**TRY IT:** For each entry below, please return its exact wording and leave out any picture.

★ ★ ★ ★ ★ ★ ★

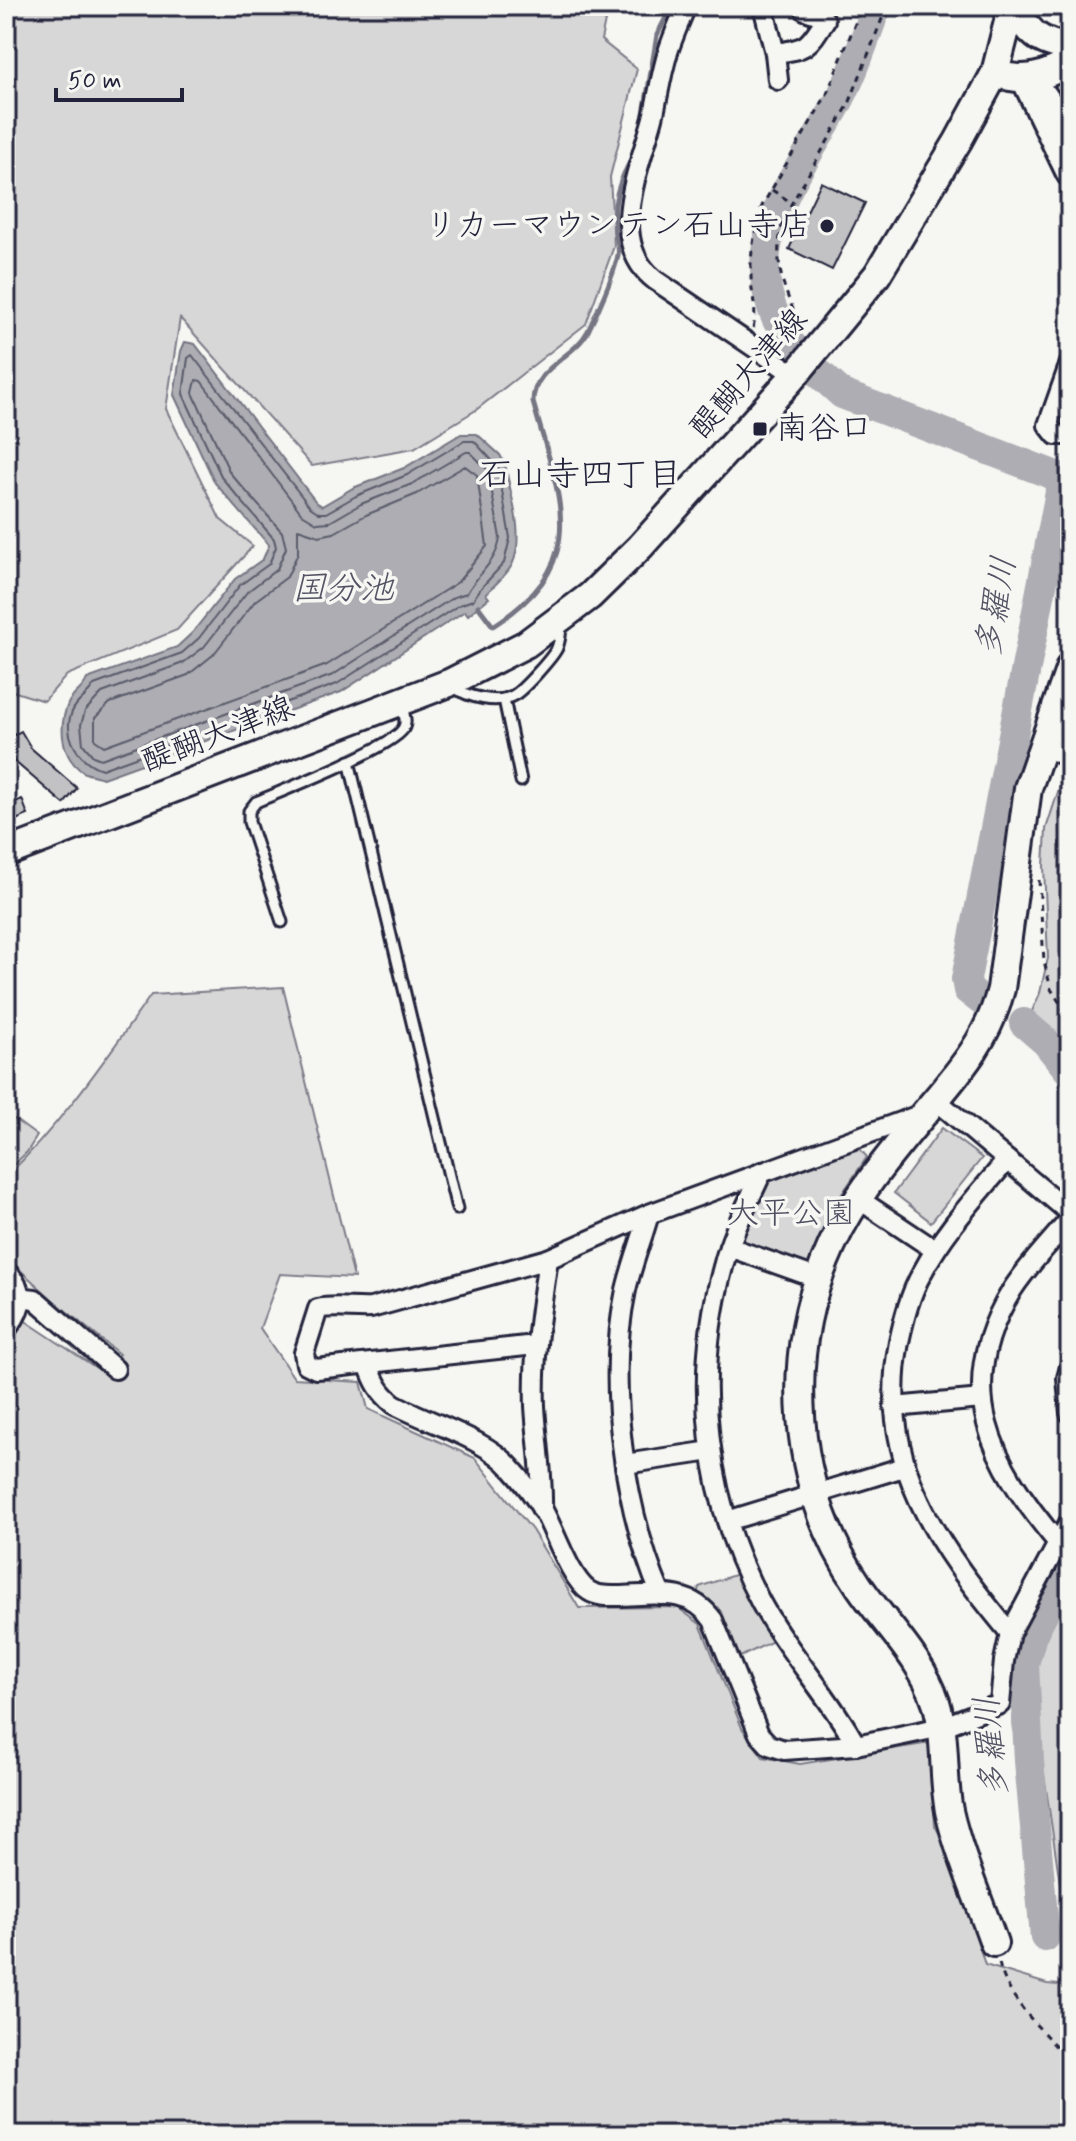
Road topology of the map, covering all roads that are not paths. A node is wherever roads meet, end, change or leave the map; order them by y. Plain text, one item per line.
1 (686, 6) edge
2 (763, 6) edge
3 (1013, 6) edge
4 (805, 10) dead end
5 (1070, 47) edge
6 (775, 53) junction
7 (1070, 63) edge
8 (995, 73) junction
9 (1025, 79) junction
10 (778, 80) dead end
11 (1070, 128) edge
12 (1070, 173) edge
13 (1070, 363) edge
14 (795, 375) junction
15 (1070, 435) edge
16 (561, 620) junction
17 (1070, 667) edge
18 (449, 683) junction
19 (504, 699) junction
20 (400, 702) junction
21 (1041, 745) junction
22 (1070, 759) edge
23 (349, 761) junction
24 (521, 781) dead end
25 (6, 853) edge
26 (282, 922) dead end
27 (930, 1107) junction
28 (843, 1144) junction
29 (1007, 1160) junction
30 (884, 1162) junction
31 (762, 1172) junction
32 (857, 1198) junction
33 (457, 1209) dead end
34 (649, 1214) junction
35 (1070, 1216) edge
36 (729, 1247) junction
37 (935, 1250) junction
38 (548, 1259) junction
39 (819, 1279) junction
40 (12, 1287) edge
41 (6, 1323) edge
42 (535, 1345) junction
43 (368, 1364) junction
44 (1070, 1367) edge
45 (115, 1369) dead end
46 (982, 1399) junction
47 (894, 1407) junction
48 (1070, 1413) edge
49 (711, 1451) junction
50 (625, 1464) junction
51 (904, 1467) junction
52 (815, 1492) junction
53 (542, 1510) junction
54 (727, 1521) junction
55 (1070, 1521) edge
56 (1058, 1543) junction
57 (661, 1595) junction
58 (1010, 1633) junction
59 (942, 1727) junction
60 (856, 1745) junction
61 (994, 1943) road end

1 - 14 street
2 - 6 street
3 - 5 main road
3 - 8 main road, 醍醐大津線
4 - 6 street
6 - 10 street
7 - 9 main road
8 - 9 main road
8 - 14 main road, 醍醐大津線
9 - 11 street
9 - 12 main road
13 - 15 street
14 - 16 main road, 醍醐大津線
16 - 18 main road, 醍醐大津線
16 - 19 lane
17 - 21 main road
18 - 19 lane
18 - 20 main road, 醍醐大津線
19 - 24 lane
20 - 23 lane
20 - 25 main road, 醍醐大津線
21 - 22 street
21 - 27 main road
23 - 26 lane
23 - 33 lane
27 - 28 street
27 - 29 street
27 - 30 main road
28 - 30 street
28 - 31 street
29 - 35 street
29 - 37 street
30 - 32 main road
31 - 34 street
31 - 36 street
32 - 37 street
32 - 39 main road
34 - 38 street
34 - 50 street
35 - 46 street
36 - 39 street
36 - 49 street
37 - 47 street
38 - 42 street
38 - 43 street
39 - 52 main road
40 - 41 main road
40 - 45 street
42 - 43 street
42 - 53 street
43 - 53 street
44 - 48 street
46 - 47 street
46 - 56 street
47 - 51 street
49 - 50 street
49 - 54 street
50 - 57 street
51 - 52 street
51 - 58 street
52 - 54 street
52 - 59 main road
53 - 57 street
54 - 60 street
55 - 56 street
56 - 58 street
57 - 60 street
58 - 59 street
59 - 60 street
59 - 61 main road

★ ★ ★ ★ ★ ★ ★

**RESULT FOR THIS EXERCISE:**
Road topology of the map, covering all roads that are not paths. A node is wherever roads meet, end, change or leave the map; order them by y. Plain text, one item per line.
1 (686, 6) edge
2 (763, 6) edge
3 (1013, 6) edge
4 (805, 10) dead end
5 (1070, 47) edge
6 (775, 53) junction
7 (1070, 63) edge
8 (995, 73) junction
9 (1025, 79) junction
10 (778, 80) dead end
11 (1070, 128) edge
12 (1070, 173) edge
13 (1070, 363) edge
14 (795, 375) junction
15 (1070, 435) edge
16 (561, 620) junction
17 (1070, 667) edge
18 (449, 683) junction
19 (504, 699) junction
20 (400, 702) junction
21 (1041, 745) junction
22 (1070, 759) edge
23 (349, 761) junction
24 (521, 781) dead end
25 (6, 853) edge
26 (282, 922) dead end
27 (930, 1107) junction
28 (843, 1144) junction
29 (1007, 1160) junction
30 (884, 1162) junction
31 (762, 1172) junction
32 (857, 1198) junction
33 (457, 1209) dead end
34 (649, 1214) junction
35 (1070, 1216) edge
36 (729, 1247) junction
37 (935, 1250) junction
38 (548, 1259) junction
39 (819, 1279) junction
40 (12, 1287) edge
41 (6, 1323) edge
42 (535, 1345) junction
43 (368, 1364) junction
44 (1070, 1367) edge
45 (115, 1369) dead end
46 (982, 1399) junction
47 (894, 1407) junction
48 (1070, 1413) edge
49 (711, 1451) junction
50 (625, 1464) junction
51 (904, 1467) junction
52 (815, 1492) junction
53 (542, 1510) junction
54 (727, 1521) junction
55 (1070, 1521) edge
56 (1058, 1543) junction
57 (661, 1595) junction
58 (1010, 1633) junction
59 (942, 1727) junction
60 (856, 1745) junction
61 (994, 1943) road end

1 - 14 street
2 - 6 street
3 - 5 main road
3 - 8 main road, 醍醐大津線
4 - 6 street
6 - 10 street
7 - 9 main road
8 - 9 main road
8 - 14 main road, 醍醐大津線
9 - 11 street
9 - 12 main road
13 - 15 street
14 - 16 main road, 醍醐大津線
16 - 18 main road, 醍醐大津線
16 - 19 lane
17 - 21 main road
18 - 19 lane
18 - 20 main road, 醍醐大津線
19 - 24 lane
20 - 23 lane
20 - 25 main road, 醍醐大津線
21 - 22 street
21 - 27 main road
23 - 26 lane
23 - 33 lane
27 - 28 street
27 - 29 street
27 - 30 main road
28 - 30 street
28 - 31 street
29 - 35 street
29 - 37 street
30 - 32 main road
31 - 34 street
31 - 36 street
32 - 37 street
32 - 39 main road
34 - 38 street
34 - 50 street
35 - 46 street
36 - 39 street
36 - 49 street
37 - 47 street
38 - 42 street
38 - 43 street
39 - 52 main road
40 - 41 main road
40 - 45 street
42 - 43 street
42 - 53 street
43 - 53 street
44 - 48 street
46 - 47 street
46 - 56 street
47 - 51 street
49 - 50 street
49 - 54 street
50 - 57 street
51 - 52 street
51 - 58 street
52 - 54 street
52 - 59 main road
53 - 57 street
54 - 60 street
55 - 56 street
56 - 58 street
57 - 60 street
58 - 59 street
59 - 60 street
59 - 61 main road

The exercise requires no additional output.